*Input data*:
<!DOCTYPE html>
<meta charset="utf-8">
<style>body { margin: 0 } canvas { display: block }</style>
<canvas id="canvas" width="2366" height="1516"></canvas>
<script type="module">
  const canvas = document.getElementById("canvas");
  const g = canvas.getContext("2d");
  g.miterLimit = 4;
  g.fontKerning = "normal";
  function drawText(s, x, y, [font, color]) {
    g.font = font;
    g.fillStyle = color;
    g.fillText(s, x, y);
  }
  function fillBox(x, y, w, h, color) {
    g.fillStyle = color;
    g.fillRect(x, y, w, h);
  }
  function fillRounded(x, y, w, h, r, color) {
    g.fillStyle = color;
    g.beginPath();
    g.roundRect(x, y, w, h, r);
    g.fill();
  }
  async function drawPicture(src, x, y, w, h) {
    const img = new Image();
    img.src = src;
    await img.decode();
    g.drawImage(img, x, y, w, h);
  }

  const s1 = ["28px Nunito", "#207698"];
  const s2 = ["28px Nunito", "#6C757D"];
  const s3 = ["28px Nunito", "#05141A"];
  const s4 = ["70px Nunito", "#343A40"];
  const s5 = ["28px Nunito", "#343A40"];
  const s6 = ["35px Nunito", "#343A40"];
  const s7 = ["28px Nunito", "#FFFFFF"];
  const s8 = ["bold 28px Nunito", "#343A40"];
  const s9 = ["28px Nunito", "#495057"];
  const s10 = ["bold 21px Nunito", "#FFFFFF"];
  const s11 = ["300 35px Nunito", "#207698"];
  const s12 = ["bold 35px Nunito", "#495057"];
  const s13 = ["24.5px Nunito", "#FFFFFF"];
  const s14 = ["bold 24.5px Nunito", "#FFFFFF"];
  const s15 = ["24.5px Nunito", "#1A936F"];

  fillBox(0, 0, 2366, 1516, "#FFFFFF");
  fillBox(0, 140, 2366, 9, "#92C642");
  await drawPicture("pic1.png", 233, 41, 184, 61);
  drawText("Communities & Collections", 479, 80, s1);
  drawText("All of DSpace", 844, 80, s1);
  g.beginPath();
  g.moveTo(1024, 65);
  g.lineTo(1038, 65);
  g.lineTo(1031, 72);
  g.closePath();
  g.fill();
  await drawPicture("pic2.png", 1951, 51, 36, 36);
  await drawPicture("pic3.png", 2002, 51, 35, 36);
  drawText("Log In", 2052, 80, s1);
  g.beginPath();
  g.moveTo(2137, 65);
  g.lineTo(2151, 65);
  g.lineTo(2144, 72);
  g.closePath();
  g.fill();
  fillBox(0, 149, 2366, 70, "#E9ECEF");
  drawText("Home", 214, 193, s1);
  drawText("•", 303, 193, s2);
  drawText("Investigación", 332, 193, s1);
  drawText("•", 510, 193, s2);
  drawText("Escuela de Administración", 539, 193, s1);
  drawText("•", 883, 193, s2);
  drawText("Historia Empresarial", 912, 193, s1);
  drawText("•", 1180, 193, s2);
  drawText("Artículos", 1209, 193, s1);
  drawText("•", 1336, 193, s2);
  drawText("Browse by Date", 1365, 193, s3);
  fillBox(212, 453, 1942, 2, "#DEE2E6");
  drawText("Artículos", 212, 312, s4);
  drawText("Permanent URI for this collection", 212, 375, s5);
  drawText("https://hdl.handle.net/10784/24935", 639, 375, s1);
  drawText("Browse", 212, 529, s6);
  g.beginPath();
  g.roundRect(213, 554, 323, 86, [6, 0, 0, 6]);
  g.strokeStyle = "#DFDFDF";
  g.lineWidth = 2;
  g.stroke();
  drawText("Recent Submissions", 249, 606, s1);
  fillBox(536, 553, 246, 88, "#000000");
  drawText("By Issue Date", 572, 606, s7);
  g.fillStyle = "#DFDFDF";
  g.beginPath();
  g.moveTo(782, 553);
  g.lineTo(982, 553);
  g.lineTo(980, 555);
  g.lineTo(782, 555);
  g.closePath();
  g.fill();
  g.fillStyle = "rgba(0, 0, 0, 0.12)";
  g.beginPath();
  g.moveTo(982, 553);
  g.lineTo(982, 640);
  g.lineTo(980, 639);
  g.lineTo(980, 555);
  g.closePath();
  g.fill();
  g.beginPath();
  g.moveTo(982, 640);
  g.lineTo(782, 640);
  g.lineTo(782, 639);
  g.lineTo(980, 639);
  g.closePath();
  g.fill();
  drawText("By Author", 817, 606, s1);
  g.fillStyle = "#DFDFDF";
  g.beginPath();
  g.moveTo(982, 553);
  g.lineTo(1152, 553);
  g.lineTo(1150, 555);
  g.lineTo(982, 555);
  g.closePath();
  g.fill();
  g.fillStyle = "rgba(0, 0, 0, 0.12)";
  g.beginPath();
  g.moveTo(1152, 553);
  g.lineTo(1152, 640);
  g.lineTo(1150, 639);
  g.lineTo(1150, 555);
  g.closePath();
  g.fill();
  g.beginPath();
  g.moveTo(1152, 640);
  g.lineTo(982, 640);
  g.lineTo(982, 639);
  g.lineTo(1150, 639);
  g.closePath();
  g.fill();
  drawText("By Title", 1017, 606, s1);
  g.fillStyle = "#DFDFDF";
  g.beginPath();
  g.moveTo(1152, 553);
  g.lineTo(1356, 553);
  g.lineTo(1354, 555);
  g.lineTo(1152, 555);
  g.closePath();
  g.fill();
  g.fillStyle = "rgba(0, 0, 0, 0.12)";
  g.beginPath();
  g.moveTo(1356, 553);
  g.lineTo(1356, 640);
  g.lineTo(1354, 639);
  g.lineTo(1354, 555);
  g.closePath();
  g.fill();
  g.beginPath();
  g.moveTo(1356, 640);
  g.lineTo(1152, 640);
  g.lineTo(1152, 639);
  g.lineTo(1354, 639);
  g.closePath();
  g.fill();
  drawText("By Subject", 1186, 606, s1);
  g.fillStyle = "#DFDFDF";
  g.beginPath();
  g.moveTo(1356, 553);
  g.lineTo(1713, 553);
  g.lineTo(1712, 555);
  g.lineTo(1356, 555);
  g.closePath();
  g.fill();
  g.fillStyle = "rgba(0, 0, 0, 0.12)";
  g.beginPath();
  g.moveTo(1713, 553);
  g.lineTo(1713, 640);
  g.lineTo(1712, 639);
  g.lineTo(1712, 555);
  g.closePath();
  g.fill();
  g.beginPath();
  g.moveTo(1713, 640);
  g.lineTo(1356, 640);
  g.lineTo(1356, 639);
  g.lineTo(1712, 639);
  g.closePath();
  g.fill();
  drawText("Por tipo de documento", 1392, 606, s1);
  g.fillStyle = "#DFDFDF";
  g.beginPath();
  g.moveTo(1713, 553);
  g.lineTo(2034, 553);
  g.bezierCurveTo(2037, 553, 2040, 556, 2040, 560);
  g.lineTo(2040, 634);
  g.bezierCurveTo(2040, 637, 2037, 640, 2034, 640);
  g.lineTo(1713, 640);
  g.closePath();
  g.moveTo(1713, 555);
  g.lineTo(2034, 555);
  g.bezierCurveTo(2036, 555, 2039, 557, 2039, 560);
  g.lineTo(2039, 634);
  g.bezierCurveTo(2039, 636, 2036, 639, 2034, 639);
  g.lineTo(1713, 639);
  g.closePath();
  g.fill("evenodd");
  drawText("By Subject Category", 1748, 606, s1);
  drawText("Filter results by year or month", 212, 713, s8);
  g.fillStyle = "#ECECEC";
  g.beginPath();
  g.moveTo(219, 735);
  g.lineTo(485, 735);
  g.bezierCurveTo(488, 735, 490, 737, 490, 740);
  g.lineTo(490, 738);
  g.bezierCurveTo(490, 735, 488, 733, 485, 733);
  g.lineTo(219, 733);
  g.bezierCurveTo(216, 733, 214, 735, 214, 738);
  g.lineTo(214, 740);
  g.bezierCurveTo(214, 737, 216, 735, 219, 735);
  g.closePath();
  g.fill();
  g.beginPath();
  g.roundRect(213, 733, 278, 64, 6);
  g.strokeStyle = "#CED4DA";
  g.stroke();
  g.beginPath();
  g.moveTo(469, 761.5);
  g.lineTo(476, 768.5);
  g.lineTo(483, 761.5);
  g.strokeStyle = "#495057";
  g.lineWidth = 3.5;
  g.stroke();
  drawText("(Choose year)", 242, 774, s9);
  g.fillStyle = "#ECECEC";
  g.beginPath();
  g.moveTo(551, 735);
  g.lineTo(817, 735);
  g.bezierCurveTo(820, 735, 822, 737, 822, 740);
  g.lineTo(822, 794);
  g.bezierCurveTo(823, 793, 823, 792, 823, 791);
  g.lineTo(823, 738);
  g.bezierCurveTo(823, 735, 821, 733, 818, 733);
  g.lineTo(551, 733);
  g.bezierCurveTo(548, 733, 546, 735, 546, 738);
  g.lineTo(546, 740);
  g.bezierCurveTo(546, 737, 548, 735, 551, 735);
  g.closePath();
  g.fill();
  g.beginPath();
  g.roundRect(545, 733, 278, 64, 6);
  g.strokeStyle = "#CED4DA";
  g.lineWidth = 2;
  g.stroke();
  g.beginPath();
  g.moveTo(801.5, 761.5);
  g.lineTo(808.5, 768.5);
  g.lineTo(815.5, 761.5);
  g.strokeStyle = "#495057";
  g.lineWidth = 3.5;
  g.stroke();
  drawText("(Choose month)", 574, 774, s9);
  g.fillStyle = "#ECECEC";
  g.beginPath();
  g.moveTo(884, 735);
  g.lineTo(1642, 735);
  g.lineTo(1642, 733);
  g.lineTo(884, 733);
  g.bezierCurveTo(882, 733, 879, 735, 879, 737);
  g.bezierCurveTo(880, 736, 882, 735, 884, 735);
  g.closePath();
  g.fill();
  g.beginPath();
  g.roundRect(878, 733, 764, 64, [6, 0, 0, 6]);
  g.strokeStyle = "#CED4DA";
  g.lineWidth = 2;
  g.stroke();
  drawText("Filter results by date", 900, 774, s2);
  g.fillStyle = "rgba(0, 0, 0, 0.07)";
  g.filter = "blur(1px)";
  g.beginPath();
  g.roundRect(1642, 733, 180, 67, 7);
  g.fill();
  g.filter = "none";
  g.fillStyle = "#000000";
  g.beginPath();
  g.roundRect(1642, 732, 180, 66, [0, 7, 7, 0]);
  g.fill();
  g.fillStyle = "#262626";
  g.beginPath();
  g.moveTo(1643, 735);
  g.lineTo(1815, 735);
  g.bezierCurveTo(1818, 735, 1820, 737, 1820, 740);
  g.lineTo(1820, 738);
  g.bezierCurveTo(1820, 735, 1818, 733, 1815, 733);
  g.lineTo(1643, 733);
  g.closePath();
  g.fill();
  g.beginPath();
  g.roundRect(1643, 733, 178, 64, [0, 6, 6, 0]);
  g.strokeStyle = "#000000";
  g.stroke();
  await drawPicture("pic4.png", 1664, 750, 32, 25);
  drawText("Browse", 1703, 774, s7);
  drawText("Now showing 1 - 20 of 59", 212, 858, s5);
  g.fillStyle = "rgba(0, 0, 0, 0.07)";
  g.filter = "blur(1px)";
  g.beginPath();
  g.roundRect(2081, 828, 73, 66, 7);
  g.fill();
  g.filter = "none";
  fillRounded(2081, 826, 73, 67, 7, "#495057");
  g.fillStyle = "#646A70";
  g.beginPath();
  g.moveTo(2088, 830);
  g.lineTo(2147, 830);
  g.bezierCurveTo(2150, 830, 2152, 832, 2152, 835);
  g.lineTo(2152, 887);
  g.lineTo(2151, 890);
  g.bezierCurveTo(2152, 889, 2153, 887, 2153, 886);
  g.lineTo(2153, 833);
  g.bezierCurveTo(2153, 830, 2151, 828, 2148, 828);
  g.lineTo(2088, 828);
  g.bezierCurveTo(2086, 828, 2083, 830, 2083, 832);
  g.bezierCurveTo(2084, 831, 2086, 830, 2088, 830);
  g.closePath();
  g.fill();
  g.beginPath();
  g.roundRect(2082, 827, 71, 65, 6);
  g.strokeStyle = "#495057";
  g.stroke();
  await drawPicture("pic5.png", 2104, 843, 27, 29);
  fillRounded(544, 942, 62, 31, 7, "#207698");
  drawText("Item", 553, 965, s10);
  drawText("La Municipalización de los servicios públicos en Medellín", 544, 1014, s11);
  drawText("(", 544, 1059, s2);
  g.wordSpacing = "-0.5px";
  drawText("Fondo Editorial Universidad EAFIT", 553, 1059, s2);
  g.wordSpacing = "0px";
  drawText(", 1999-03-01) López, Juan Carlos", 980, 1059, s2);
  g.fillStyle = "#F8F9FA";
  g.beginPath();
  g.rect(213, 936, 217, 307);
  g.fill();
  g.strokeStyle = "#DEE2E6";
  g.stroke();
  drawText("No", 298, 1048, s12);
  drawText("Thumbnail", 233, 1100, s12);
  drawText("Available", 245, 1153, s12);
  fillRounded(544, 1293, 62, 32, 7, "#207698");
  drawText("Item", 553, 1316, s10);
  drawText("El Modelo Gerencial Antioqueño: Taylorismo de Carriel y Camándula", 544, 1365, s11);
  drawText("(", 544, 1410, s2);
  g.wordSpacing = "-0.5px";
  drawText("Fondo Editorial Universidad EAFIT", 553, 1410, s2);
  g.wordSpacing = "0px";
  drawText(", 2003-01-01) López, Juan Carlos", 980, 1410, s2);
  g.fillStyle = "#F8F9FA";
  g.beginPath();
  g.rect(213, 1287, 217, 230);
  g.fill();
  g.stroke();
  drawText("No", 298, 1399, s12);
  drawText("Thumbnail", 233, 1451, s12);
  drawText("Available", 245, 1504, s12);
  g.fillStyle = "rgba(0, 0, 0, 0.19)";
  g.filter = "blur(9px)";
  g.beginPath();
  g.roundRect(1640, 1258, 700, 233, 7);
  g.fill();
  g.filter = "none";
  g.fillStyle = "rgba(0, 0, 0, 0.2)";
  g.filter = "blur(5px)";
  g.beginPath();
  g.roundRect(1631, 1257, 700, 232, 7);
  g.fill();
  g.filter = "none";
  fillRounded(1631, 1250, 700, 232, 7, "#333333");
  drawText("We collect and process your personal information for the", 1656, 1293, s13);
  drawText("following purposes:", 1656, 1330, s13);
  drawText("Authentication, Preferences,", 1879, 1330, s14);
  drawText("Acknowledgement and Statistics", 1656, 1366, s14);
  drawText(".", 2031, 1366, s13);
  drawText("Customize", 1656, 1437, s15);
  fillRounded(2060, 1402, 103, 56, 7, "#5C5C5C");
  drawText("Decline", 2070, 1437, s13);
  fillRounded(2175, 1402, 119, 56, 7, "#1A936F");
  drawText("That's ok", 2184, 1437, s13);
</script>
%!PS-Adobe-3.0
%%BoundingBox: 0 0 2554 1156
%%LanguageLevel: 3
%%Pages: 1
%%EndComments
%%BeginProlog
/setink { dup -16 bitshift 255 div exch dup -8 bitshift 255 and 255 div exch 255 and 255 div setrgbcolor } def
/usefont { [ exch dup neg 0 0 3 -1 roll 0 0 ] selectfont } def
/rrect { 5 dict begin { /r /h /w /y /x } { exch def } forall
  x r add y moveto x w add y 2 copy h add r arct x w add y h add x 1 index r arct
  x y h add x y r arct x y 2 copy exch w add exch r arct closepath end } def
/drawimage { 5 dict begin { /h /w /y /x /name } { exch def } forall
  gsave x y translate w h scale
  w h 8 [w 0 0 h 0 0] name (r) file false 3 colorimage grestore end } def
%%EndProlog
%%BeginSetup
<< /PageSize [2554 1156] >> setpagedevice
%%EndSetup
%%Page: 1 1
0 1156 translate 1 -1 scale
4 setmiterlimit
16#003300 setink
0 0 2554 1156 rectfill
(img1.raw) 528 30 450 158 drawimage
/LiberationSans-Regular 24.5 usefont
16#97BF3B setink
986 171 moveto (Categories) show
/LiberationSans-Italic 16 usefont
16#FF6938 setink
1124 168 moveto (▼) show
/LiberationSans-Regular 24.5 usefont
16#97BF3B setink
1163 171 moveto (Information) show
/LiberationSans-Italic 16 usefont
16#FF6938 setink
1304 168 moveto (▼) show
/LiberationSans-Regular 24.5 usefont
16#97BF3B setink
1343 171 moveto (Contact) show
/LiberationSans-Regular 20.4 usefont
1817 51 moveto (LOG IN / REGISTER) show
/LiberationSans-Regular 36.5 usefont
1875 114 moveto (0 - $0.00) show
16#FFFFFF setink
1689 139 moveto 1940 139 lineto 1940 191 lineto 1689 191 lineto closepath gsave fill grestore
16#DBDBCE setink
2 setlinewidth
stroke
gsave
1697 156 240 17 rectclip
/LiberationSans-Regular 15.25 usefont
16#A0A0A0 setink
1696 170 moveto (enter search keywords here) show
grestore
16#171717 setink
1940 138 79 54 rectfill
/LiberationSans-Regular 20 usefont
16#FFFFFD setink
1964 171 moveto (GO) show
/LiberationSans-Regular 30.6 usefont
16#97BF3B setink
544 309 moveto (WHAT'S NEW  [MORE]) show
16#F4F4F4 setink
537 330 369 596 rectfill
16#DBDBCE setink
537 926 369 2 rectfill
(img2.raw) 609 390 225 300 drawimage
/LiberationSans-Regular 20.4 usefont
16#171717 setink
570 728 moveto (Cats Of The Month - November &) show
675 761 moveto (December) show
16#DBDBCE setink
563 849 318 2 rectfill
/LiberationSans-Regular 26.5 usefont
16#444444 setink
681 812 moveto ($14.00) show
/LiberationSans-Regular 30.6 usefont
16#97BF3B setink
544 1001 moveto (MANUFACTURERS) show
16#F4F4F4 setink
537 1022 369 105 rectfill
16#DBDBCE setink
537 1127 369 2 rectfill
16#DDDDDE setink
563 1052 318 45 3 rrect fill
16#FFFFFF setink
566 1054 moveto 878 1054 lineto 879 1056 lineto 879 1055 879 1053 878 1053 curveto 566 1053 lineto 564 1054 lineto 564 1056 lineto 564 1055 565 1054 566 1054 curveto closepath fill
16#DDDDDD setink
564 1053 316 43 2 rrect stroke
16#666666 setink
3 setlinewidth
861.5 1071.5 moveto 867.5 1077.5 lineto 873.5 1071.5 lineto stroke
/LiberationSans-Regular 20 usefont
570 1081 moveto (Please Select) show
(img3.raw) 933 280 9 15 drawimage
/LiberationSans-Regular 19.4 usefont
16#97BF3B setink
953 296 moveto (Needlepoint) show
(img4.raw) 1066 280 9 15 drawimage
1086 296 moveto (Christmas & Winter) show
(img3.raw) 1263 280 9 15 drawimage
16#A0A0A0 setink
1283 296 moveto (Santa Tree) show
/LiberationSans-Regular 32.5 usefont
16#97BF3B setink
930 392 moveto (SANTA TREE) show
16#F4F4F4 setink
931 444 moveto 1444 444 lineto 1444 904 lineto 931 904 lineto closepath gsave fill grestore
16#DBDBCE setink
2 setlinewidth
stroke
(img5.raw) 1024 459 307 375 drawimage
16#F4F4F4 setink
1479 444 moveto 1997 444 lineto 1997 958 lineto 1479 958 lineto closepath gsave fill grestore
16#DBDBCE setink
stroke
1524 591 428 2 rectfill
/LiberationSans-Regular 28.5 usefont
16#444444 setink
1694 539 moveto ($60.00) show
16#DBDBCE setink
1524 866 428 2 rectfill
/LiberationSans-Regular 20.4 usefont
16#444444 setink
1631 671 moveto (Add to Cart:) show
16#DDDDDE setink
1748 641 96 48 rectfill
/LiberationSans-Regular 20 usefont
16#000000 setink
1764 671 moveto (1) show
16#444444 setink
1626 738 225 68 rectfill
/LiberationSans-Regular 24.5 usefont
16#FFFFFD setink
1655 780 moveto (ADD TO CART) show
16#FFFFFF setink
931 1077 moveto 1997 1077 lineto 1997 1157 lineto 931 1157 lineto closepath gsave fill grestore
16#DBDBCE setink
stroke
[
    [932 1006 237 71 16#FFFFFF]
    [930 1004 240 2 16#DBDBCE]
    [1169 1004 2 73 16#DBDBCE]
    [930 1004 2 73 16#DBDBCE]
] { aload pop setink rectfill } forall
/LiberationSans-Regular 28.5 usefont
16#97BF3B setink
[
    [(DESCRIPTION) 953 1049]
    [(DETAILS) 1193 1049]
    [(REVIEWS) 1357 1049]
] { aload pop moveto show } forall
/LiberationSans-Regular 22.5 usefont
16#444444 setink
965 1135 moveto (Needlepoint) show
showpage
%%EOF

*What the task asks*: Count the lines in the listing above that include the word "await", and respond with that number alone.

*Written response*: 6